## Required action
Show every line from the data below that includes "ثارالله".

____________

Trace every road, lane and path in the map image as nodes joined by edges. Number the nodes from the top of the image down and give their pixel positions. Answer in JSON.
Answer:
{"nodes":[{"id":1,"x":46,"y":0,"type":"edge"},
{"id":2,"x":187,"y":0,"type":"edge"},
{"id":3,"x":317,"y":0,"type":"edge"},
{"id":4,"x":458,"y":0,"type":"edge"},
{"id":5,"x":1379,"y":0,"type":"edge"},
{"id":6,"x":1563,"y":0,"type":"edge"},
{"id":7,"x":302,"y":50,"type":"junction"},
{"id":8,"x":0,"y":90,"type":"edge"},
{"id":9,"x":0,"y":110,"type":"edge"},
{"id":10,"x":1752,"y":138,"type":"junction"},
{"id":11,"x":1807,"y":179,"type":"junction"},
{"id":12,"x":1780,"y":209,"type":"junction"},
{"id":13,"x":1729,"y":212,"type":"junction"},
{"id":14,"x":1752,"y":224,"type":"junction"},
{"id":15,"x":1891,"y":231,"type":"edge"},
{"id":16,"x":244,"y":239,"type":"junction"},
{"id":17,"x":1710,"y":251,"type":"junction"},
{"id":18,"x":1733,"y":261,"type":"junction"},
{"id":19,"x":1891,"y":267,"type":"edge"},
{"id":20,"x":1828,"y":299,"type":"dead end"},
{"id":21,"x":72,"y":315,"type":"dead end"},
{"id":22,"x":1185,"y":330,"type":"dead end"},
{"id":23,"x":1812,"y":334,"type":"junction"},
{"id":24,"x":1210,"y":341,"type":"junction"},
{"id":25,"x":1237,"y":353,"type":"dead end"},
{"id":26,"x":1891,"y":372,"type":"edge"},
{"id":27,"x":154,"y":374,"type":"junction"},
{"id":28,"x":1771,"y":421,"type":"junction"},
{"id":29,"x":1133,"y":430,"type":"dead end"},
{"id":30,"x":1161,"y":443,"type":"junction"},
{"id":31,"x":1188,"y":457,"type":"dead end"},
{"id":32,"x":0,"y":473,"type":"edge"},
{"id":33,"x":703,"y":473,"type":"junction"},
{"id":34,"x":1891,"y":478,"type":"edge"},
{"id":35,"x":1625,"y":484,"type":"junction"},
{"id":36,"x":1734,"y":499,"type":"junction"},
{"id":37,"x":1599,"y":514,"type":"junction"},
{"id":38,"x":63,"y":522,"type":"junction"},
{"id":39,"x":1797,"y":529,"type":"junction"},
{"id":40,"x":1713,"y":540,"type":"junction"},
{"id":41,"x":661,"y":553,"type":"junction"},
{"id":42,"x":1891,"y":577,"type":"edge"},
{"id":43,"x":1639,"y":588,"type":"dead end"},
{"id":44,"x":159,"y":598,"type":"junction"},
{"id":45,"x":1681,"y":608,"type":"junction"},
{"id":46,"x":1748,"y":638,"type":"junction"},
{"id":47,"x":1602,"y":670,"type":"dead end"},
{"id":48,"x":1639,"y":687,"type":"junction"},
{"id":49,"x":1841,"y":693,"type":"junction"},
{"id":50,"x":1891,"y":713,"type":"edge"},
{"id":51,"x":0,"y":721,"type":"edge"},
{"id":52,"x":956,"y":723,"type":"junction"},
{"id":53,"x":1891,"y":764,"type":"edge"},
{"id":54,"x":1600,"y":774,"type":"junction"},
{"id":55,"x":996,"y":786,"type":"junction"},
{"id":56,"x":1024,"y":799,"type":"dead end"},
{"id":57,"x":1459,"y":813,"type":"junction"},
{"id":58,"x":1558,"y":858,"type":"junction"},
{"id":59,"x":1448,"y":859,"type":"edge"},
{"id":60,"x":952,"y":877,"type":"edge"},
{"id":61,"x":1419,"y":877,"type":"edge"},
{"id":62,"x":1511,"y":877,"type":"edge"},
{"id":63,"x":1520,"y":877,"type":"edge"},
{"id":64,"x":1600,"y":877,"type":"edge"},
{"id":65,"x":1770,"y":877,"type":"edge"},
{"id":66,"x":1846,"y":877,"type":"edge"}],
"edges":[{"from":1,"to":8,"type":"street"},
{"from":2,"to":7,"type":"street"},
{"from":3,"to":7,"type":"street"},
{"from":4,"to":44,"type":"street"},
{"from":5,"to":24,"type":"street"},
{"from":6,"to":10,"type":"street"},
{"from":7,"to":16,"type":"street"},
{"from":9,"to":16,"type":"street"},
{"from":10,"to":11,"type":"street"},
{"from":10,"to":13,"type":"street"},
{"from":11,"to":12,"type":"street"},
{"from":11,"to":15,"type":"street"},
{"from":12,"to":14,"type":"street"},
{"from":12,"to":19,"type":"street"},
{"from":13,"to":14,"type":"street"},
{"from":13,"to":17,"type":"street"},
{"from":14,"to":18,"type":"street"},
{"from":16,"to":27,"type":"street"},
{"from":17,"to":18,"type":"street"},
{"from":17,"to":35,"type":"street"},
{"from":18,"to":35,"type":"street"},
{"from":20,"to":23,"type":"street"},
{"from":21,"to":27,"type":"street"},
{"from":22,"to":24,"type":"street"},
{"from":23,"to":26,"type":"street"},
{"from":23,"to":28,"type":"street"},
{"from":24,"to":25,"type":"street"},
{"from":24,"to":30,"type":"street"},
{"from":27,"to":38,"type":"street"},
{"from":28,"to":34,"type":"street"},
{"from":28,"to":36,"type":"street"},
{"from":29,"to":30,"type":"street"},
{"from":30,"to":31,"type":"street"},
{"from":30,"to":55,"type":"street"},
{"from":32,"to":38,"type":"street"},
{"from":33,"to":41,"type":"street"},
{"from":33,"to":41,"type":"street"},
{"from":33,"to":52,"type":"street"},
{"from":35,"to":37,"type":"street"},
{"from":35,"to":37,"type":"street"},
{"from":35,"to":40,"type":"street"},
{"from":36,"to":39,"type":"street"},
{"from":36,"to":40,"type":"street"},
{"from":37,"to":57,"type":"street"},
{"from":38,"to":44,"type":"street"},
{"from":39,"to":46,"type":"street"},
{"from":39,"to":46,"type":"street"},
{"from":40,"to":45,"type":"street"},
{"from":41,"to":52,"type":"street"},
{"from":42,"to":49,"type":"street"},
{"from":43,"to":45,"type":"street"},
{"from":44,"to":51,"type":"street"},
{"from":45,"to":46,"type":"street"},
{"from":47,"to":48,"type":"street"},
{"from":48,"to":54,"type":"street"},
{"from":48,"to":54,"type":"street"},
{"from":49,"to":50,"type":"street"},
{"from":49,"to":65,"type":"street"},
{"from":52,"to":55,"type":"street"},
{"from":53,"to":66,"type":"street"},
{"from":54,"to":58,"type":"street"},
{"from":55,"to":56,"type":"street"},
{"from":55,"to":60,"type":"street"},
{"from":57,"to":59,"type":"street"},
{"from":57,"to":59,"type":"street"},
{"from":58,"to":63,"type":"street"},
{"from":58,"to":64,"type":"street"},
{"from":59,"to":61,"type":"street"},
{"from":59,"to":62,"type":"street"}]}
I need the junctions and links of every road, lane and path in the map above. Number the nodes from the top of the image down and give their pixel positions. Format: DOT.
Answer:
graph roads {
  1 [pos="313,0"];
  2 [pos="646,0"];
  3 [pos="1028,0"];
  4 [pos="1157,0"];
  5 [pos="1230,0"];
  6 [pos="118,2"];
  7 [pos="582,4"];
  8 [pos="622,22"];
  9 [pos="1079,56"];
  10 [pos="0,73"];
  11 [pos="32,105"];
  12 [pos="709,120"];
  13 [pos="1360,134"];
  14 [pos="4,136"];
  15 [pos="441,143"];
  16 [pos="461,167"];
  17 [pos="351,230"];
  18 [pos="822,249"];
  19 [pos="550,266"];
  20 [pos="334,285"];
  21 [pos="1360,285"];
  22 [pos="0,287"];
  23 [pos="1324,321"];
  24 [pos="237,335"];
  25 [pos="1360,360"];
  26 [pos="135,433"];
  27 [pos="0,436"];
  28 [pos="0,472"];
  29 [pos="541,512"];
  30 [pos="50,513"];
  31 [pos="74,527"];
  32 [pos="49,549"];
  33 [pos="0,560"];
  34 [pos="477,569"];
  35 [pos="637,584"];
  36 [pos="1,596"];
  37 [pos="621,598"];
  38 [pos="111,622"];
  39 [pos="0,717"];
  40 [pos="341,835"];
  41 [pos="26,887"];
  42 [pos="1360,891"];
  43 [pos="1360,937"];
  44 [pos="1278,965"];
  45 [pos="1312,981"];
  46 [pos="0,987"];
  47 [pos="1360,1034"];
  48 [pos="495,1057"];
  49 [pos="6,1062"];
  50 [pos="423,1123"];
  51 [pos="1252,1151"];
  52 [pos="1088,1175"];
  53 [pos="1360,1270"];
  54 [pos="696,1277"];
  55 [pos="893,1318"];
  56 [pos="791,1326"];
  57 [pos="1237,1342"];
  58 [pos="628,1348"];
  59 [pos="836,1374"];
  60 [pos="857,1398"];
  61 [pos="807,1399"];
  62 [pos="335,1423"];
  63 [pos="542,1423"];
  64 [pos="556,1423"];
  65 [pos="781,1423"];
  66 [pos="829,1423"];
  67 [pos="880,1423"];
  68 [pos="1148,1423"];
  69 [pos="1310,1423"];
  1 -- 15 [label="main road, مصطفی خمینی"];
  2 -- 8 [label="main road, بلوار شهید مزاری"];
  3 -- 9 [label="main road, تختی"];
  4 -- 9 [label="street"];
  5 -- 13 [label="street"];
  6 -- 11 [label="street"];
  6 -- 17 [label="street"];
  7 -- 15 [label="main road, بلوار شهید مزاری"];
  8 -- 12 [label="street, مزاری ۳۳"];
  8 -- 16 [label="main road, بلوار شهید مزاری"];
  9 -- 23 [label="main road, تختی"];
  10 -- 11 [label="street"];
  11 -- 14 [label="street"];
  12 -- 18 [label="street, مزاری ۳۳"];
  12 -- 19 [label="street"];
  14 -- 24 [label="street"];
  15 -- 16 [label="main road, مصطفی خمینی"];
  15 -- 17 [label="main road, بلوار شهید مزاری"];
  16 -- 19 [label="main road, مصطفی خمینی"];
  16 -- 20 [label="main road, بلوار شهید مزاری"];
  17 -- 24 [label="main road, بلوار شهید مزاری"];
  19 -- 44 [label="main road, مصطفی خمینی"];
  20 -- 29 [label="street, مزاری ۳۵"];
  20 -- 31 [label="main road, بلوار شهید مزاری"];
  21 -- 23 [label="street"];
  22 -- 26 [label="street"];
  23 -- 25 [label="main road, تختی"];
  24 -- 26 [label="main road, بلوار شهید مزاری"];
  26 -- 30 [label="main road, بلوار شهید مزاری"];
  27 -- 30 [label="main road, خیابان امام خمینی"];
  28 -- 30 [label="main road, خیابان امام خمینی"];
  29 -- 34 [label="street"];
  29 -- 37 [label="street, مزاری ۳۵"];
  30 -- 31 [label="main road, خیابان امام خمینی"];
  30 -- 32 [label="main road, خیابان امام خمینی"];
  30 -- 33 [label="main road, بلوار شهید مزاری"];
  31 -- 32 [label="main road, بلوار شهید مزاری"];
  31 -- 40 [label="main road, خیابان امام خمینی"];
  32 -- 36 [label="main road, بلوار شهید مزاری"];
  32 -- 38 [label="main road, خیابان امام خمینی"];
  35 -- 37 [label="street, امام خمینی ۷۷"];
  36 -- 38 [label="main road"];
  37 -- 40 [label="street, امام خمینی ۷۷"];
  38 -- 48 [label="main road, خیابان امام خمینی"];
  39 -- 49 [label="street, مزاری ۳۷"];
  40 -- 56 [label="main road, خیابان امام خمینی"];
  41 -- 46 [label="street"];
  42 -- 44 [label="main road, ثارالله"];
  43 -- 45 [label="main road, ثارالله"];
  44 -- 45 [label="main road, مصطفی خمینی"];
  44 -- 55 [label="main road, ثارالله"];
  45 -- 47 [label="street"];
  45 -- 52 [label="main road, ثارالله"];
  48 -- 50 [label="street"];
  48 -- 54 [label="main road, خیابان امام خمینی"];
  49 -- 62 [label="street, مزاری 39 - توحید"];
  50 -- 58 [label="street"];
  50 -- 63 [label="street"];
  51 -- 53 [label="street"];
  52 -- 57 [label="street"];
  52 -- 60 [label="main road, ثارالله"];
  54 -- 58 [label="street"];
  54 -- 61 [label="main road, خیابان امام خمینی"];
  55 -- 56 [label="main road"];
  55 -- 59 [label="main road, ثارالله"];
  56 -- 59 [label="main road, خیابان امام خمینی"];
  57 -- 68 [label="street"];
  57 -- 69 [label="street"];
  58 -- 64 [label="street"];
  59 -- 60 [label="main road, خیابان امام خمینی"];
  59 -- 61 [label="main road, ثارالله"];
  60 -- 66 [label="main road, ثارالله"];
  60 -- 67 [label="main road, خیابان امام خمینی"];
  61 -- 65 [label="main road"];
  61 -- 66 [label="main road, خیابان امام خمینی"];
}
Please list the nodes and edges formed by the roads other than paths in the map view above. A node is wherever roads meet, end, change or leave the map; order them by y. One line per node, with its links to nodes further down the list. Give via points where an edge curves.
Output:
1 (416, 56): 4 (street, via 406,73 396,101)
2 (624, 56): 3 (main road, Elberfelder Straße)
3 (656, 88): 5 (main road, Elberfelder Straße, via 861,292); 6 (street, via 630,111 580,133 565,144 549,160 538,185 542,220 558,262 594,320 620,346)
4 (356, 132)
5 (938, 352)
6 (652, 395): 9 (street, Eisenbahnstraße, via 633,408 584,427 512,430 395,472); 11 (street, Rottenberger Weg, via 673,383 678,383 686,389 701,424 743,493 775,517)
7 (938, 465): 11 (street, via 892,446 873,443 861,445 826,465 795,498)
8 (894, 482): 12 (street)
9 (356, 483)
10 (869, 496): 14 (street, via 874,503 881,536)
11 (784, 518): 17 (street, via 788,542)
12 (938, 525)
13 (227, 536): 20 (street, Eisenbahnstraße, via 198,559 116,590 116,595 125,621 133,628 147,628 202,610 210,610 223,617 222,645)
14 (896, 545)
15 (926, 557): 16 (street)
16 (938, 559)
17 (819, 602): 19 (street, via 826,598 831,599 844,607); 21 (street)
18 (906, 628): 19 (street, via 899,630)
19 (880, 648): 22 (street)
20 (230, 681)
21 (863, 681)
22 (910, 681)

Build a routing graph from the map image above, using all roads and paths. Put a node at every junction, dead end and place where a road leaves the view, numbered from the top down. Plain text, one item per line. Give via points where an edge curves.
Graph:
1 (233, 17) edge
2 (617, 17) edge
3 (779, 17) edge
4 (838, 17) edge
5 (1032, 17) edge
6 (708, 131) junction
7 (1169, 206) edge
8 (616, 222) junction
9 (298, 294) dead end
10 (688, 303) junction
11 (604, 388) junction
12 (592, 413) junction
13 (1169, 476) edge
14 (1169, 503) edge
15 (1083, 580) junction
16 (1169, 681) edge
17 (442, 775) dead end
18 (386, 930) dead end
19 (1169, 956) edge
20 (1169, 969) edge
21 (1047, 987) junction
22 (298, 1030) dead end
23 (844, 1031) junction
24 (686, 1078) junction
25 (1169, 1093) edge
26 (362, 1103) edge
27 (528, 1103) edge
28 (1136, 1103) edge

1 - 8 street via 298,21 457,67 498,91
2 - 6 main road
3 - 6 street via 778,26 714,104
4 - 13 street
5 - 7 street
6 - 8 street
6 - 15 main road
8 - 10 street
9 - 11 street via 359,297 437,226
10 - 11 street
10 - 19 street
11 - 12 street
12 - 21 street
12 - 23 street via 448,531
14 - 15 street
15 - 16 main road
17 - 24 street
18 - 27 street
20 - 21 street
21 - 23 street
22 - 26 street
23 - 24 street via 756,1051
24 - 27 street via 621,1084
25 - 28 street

____________

## Your solution
  42 -- 44 [label="main road, ثارالله"];
  43 -- 45 [label="main road, ثارالله"];
  44 -- 55 [label="main road, ثارالله"];
  45 -- 52 [label="main road, ثارالله"];
  52 -- 60 [label="main road, ثارالله"];
  55 -- 59 [label="main road, ثارالله"];
  59 -- 61 [label="main road, ثارالله"];
  60 -- 66 [label="main road, ثارالله"];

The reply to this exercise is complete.